Amazon EMR
Amazon EMR Release Guide

Using the EMRFS S3-optimized Committer

The EMRFS S3-optimized committer is an alternative OutputCommitter implementation that is optimized for writing files to an Amazon S3 location when using EMRFS. The committer is available with Amazon EMR release version 5.19.0 and later, and is enabled by default with Amazon EMR 5.20.0 and later. The EMRFS S3-optimized committer is used for Spark jobs that use Spark SQL, DataFrames, or Datasets to write Parquet files. The EMRFS S3-optimized committer has the following benefits:

  • Improves application performance by avoiding list and rename operations done in Amazon S3 during job and task commit phases.

  • Lets you safely enable the speculative execution of idempotent tasks in Spark jobs to help reduce the performance impact of task stragglers.

  • Avoids issues that can occur with Amazon S3 eventual consistency during job and task commit phases, and helps improve job correctness under task failure conditions.

The committer does not take effect when writing to HDFS, using the S3A file system, using an output format other than Parquet (such as ORC or text), or when using MapReduce or Spark's RDD API.

The EMRFS S3-optimized committer is used for Hive metastore Parquet tables as long as Spark's built-in Parquet support is used. This is enabled by default in Spark (spark.sql.hive.convertMetastoreParquet set to true). For more information, see Hive metastore Parquet table conversion in the Apache Spark SQL, DataFrames and Datasets Guide. A known limitation is that Spark's built-in Parquet support is not used with partitioned Hive tables. Because of this, the EMRFS S3-optimized committer is not used for such tables.

The EMRFS S3-optimized Committer and Multipart Uploads

To use the EMRFS S3-optimized committer, multipart uploads must be enabled in Amazon EMR. Multipart uploads are enabled by default. You can re-enable it if required. For more information, see Configure Multipart Upload for Amazon S3 in the Amazon EMR Management Guide.

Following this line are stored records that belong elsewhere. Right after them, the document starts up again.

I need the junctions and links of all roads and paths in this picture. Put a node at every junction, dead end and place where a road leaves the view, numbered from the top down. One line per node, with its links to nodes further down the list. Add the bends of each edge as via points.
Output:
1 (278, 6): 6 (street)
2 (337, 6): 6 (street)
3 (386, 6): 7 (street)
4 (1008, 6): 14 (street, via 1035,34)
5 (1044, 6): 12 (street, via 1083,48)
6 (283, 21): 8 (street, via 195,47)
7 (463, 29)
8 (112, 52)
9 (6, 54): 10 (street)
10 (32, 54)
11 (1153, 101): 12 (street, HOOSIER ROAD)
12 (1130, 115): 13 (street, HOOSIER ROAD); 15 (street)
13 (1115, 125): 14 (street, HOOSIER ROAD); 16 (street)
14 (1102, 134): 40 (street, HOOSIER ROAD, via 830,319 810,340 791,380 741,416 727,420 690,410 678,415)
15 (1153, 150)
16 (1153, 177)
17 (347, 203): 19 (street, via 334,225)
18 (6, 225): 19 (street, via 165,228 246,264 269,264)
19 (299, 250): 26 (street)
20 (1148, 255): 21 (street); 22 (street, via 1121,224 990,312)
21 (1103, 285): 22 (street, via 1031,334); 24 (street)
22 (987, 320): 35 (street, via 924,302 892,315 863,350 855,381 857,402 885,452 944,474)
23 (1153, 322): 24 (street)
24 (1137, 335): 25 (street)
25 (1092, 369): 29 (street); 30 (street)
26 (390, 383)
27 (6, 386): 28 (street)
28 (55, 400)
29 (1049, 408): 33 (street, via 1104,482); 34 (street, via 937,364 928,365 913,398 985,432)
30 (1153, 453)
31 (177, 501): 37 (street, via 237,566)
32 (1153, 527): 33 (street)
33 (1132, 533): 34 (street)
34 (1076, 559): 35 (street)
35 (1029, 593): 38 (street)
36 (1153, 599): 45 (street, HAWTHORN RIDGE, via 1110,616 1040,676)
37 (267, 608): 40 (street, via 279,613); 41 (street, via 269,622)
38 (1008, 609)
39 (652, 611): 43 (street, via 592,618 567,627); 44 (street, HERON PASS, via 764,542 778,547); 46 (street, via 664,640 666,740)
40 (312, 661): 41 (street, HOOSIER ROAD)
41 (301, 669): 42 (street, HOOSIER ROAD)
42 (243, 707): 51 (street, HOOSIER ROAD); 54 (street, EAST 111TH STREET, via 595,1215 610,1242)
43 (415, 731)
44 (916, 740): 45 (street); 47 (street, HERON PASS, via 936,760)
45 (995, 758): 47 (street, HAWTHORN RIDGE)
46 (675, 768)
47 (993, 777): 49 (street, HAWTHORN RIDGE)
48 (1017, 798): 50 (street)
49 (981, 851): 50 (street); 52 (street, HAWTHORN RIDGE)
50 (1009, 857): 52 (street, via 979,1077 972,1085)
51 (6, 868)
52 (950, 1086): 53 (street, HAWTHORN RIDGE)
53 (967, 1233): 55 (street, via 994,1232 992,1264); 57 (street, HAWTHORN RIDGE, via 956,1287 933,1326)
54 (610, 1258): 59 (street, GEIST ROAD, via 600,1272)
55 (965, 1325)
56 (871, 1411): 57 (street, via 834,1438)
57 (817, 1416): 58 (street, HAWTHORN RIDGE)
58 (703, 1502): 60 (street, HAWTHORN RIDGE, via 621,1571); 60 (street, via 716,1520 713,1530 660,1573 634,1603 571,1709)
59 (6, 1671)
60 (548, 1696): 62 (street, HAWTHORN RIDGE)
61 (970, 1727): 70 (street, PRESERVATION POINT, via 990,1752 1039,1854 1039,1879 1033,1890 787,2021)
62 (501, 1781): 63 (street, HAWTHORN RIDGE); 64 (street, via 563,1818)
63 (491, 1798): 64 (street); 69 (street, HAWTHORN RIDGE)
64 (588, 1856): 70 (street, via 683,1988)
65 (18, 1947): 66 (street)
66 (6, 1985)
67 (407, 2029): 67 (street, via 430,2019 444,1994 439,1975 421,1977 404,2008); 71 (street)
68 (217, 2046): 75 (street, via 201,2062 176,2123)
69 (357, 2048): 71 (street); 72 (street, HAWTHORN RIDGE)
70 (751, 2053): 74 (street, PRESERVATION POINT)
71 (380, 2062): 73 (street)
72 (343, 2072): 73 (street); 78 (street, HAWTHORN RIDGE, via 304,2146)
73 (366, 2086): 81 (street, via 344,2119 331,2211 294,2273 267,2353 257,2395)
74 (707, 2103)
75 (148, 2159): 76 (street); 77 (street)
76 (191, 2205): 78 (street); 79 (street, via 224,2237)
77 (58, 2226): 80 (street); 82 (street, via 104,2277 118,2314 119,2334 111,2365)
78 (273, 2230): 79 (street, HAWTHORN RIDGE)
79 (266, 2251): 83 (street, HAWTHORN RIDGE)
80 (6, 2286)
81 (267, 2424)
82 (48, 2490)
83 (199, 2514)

The EMRFS S3-optimized committer uses the transaction-like characteristics of multipart uploads to ensure files written by task attempts only appear in the job's output location upon task commit. By using multipart uploads in this way, the committer improves task commit performance over the default FileOutputCommitter algorithm version 2. When using the EMRFS S3-optimized committer, there are some key differences from traditional multipart upload behavior to consider:

  • Multipart uploads are always performed regardless of the file size. This differs from the default behavior of EMRFS, where the fs.s3n.multipart.uploads.split.size property controls the file size at which multipart uploads are triggered.

  • Multipart uploads are left in an incomplete state for a longer period of time until the task commits or aborts. This differs from the default behavior of EMRFS where a multipart upload completes when a task finishes writing a given file.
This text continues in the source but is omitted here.